Exercise objective:
The records below must be returned exactly, with every picture left out.

Data items:
══════

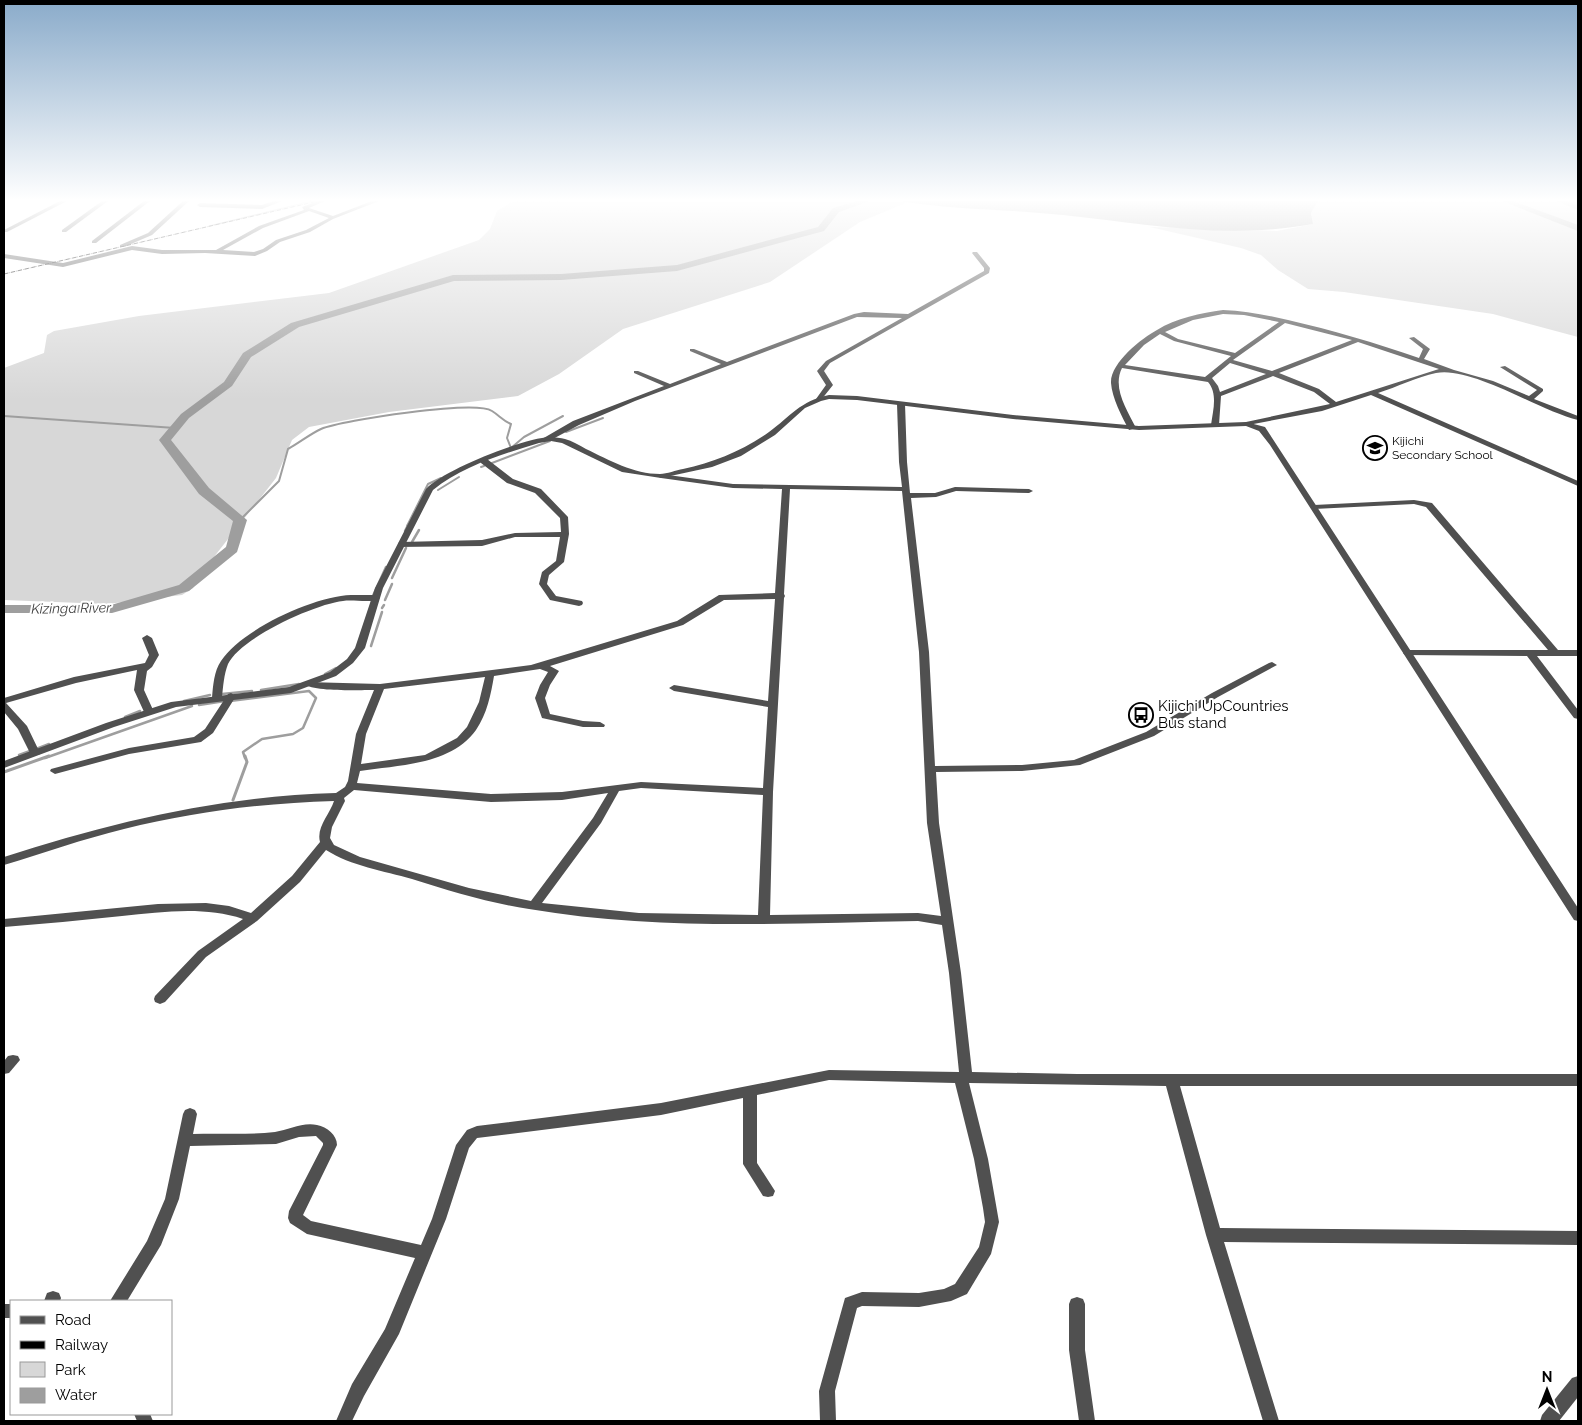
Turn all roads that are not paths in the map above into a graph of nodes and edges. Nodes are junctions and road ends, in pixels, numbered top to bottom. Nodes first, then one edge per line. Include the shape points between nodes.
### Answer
1 (987, 268) edge
2 (864, 314) junction
3 (908, 316) junction
4 (1284, 321) junction
5 (893, 323) junction
6 (1159, 331) junction
7 (1150, 337) junction
8 (1412, 338) dead end
9 (1176, 340) junction
10 (1358, 340) junction
11 (692, 350) dead end
12 (1236, 355) junction
13 (1228, 361) junction
14 (1420, 361) junction
15 (727, 364) junction
16 (1121, 366) junction
17 (1504, 367) dead end
18 (636, 372) dead end
19 (1450, 372) junction
20 (1274, 374) junction
21 (1208, 380) junction
22 (670, 386) junction
23 (1372, 393) junction
24 (1218, 395) junction
25 (819, 399) junction
26 (1530, 399) junction
27 (901, 404) junction
28 (1335, 405) junction
29 (1578, 418) edge
30 (1246, 424) junction
31 (1215, 425) junction
32 (1132, 428) junction
33 (546, 439) junction
34 (484, 461) junction
35 (661, 476) junction
36 (1578, 484) edge
37 (786, 487) junction
38 (1029, 491) dead end
39 (906, 492) junction
40 (1314, 507) junction
41 (565, 534) junction
42 (402, 545) junction
43 (781, 596) junction
44 (376, 598) junction
45 (578, 603) dead end
46 (147, 638) dead end
47 (1555, 652) junction
48 (1408, 653) junction
49 (1530, 653) junction
50 (1578, 653) edge
51 (149, 665) junction
52 (1272, 665) dead end
53 (541, 666) junction
54 (490, 674) junction
55 (309, 684) junction
56 (380, 687) junction
57 (674, 688) dead end
58 (231, 696) junction
59 (217, 698) junction
60 (4, 701) edge
61 (774, 705) junction
62 (4, 706) edge
63 (149, 712) junction
64 (1578, 716) edge
65 (600, 725) dead end
66 (35, 753) junction
67 (4, 765) edge
68 (356, 768) junction
69 (929, 769) junction
70 (55, 771) dead end
71 (352, 786) junction
72 (616, 788) junction
73 (768, 792) junction
74 (338, 797) junction
75 (326, 843) junction
76 (4, 861) edge
77 (534, 906) junction
78 (946, 915) junction
79 (1578, 917) edge
80 (253, 918) junction
81 (764, 919) junction
82 (4, 923) edge
83 (160, 999) dead end
84 (964, 1079) junction
85 (1578, 1080) edge
86 (1172, 1081) junction
87 (750, 1093) junction
88 (190, 1114) dead end
89 (184, 1140) junction
90 (768, 1191) dead end
91 (1214, 1235) junction
92 (1578, 1238) edge
93 (424, 1253) junction
94 (119, 1300) edge
95 (1077, 1304) dead end
96 (1576, 1391) edge
97 (344, 1421) edge
98 (828, 1421) edge
99 (1087, 1421) edge
100 (1271, 1421) edge
101 (1548, 1421) edge

1 - 3 street via 987,272
2 - 3 street
2 - 5 street
2 - 15 street
3 - 5 street
4 - 6 street via 1221,312
4 - 10 street
4 - 12 street
5 - 25 street via 821,368 821,374 830,384
6 - 7 street
6 - 9 street
7 - 9 street
7 - 16 street
8 - 14 street via 1428,349
9 - 12 street
10 - 14 street
10 - 20 street
11 - 15 street
12 - 13 street
13 - 20 street
13 - 21 street
14 - 19 street
15 - 22 street
16 - 21 street
16 - 32 street via 1113,382
17 - 26 street via 1541,390
18 - 22 street
19 - 23 street via 1428,372
19 - 26 street via 1496,384
20 - 24 street
20 - 28 street via 1326,396
21 - 24 street
22 - 33 street via 576,423
23 - 28 street
23 - 36 street
24 - 31 street
25 - 27 street via 845,397
25 - 35 street via 738,454 709,465
26 - 29 street
27 - 32 street
27 - 39 street
28 - 30 street
30 - 31 street
30 - 40 street via 1264,432
31 - 32 street
33 - 34 street
33 - 35 street via 570,443 625,470
34 - 41 street via 510,480 546,496 564,517
34 - 42 street via 433,486
35 - 37 street via 715,484
37 - 39 street
37 - 43 street
38 - 39 street via 955,489 936,496
39 - 69 street via 924,652
40 - 47 street via 1414,502 1429,505
40 - 48 street
41 - 42 street via 515,535 482,543
41 - 45 street via 560,562 545,574 543,584 553,598
42 - 44 street
43 - 53 street via 722,597 684,621
43 - 61 street
44 - 55 street via 356,655 332,674
44 - 59 street via 338,598 297,612 249,639 234,650 224,664
46 - 51 street via 154,655
47 - 49 street
47 - 50 street
48 - 49 street
48 - 79 street
49 - 64 street
51 - 60 street via 74,680
51 - 63 street via 142,670 138,690
52 - 69 street via 1150,734 1076,763 1022,768
53 - 54 street
53 - 65 street via 554,670 540,698 546,716
54 - 56 street
54 - 68 street via 480,710 472,728 461,740 428,758
55 - 56 street
55 - 58 street via 291,690
56 - 68 street via 361,734
57 - 61 street
58 - 59 street
58 - 70 street via 209,731 197,740 129,752
59 - 63 street via 175,704
61 - 73 street
62 - 66 street via 23,728
63 - 66 street
66 - 67 street
68 - 71 street
69 - 78 street
71 - 72 street via 491,798 562,796
71 - 74 street
72 - 73 street via 665,785
72 - 77 street via 597,820
73 - 81 street
74 - 75 street via 340,801 325,832
74 - 76 street via 267,802 180,814 87,834
75 - 77 street via 360,860 456,888
75 - 80 street via 296,879
77 - 81 street via 619,917
78 - 81 street
78 - 84 street
80 - 82 street via 206,907 150,908
80 - 83 street via 202,954
84 - 86 street
84 - 87 street via 830,1075
84 - 98 street via 992,1222 986,1249 961,1289 945,1296 862,1300 851,1304 827,1391
85 - 86 street
86 - 91 street
87 - 90 street via 750,1164
87 - 93 street via 652,1110 472,1134 463,1145 439,1220
88 - 89 street
89 - 93 street via 269,1139 299,1131 319,1131 330,1140 330,1145 295,1218 307,1227
89 - 94 street via 172,1199 157,1235
91 - 92 street
91 - 100 street
93 - 97 street via 391,1334
95 - 99 street via 1078,1350
96 - 101 street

══════

Solution to this problem:
Turn all roads that are not paths in the map above into a graph of nodes and edges. Nodes are junctions and road ends, in pixels, numbered top to bottom. Nodes first, then one edge per line. Include the shape points between nodes.
### Answer
1 (987, 268) edge
2 (864, 314) junction
3 (908, 316) junction
4 (1284, 321) junction
5 (893, 323) junction
6 (1159, 331) junction
7 (1150, 337) junction
8 (1412, 338) dead end
9 (1176, 340) junction
10 (1358, 340) junction
11 (692, 350) dead end
12 (1236, 355) junction
13 (1228, 361) junction
14 (1420, 361) junction
15 (727, 364) junction
16 (1121, 366) junction
17 (1504, 367) dead end
18 (636, 372) dead end
19 (1450, 372) junction
20 (1274, 374) junction
21 (1208, 380) junction
22 (670, 386) junction
23 (1372, 393) junction
24 (1218, 395) junction
25 (819, 399) junction
26 (1530, 399) junction
27 (901, 404) junction
28 (1335, 405) junction
29 (1578, 418) edge
30 (1246, 424) junction
31 (1215, 425) junction
32 (1132, 428) junction
33 (546, 439) junction
34 (484, 461) junction
35 (661, 476) junction
36 (1578, 484) edge
37 (786, 487) junction
38 (1029, 491) dead end
39 (906, 492) junction
40 (1314, 507) junction
41 (565, 534) junction
42 (402, 545) junction
43 (781, 596) junction
44 (376, 598) junction
45 (578, 603) dead end
46 (147, 638) dead end
47 (1555, 652) junction
48 (1408, 653) junction
49 (1530, 653) junction
50 (1578, 653) edge
51 (149, 665) junction
52 (1272, 665) dead end
53 (541, 666) junction
54 (490, 674) junction
55 (309, 684) junction
56 (380, 687) junction
57 (674, 688) dead end
58 (231, 696) junction
59 (217, 698) junction
60 (4, 701) edge
61 (774, 705) junction
62 (4, 706) edge
63 (149, 712) junction
64 (1578, 716) edge
65 (600, 725) dead end
66 (35, 753) junction
67 (4, 765) edge
68 (356, 768) junction
69 (929, 769) junction
70 (55, 771) dead end
71 (352, 786) junction
72 (616, 788) junction
73 (768, 792) junction
74 (338, 797) junction
75 (326, 843) junction
76 (4, 861) edge
77 (534, 906) junction
78 (946, 915) junction
79 (1578, 917) edge
80 (253, 918) junction
81 (764, 919) junction
82 (4, 923) edge
83 (160, 999) dead end
84 (964, 1079) junction
85 (1578, 1080) edge
86 (1172, 1081) junction
87 (750, 1093) junction
88 (190, 1114) dead end
89 (184, 1140) junction
90 (768, 1191) dead end
91 (1214, 1235) junction
92 (1578, 1238) edge
93 (424, 1253) junction
94 (119, 1300) edge
95 (1077, 1304) dead end
96 (1576, 1391) edge
97 (344, 1421) edge
98 (828, 1421) edge
99 (1087, 1421) edge
100 (1271, 1421) edge
101 (1548, 1421) edge

1 - 3 street via 987,272
2 - 3 street
2 - 5 street
2 - 15 street
3 - 5 street
4 - 6 street via 1221,312
4 - 10 street
4 - 12 street
5 - 25 street via 821,368 821,374 830,384
6 - 7 street
6 - 9 street
7 - 9 street
7 - 16 street
8 - 14 street via 1428,349
9 - 12 street
10 - 14 street
10 - 20 street
11 - 15 street
12 - 13 street
13 - 20 street
13 - 21 street
14 - 19 street
15 - 22 street
16 - 21 street
16 - 32 street via 1113,382
17 - 26 street via 1541,390
18 - 22 street
19 - 23 street via 1428,372
19 - 26 street via 1496,384
20 - 24 street
20 - 28 street via 1326,396
21 - 24 street
22 - 33 street via 576,423
23 - 28 street
23 - 36 street
24 - 31 street
25 - 27 street via 845,397
25 - 35 street via 738,454 709,465
26 - 29 street
27 - 32 street
27 - 39 street
28 - 30 street
30 - 31 street
30 - 40 street via 1264,432
31 - 32 street
33 - 34 street
33 - 35 street via 570,443 625,470
34 - 41 street via 510,480 546,496 564,517
34 - 42 street via 433,486
35 - 37 street via 715,484
37 - 39 street
37 - 43 street
38 - 39 street via 955,489 936,496
39 - 69 street via 924,652
40 - 47 street via 1414,502 1429,505
40 - 48 street
41 - 42 street via 515,535 482,543
41 - 45 street via 560,562 545,574 543,584 553,598
42 - 44 street
43 - 53 street via 722,597 684,621
43 - 61 street
44 - 55 street via 356,655 332,674
44 - 59 street via 338,598 297,612 249,639 234,650 224,664
46 - 51 street via 154,655
47 - 49 street
47 - 50 street
48 - 49 street
48 - 79 street
49 - 64 street
51 - 60 street via 74,680
51 - 63 street via 142,670 138,690
52 - 69 street via 1150,734 1076,763 1022,768
53 - 54 street
53 - 65 street via 554,670 540,698 546,716
54 - 56 street
54 - 68 street via 480,710 472,728 461,740 428,758
55 - 56 street
55 - 58 street via 291,690
56 - 68 street via 361,734
57 - 61 street
58 - 59 street
58 - 70 street via 209,731 197,740 129,752
59 - 63 street via 175,704
61 - 73 street
62 - 66 street via 23,728
63 - 66 street
66 - 67 street
68 - 71 street
69 - 78 street
71 - 72 street via 491,798 562,796
71 - 74 street
72 - 73 street via 665,785
72 - 77 street via 597,820
73 - 81 street
74 - 75 street via 340,801 325,832
74 - 76 street via 267,802 180,814 87,834
75 - 77 street via 360,860 456,888
75 - 80 street via 296,879
77 - 81 street via 619,917
78 - 81 street
78 - 84 street
80 - 82 street via 206,907 150,908
80 - 83 street via 202,954
84 - 86 street
84 - 87 street via 830,1075
84 - 98 street via 992,1222 986,1249 961,1289 945,1296 862,1300 851,1304 827,1391
85 - 86 street
86 - 91 street
87 - 90 street via 750,1164
87 - 93 street via 652,1110 472,1134 463,1145 439,1220
88 - 89 street
89 - 93 street via 269,1139 299,1131 319,1131 330,1140 330,1145 295,1218 307,1227
89 - 94 street via 172,1199 157,1235
91 - 92 street
91 - 100 street
93 - 97 street via 391,1334
95 - 99 street via 1078,1350
96 - 101 street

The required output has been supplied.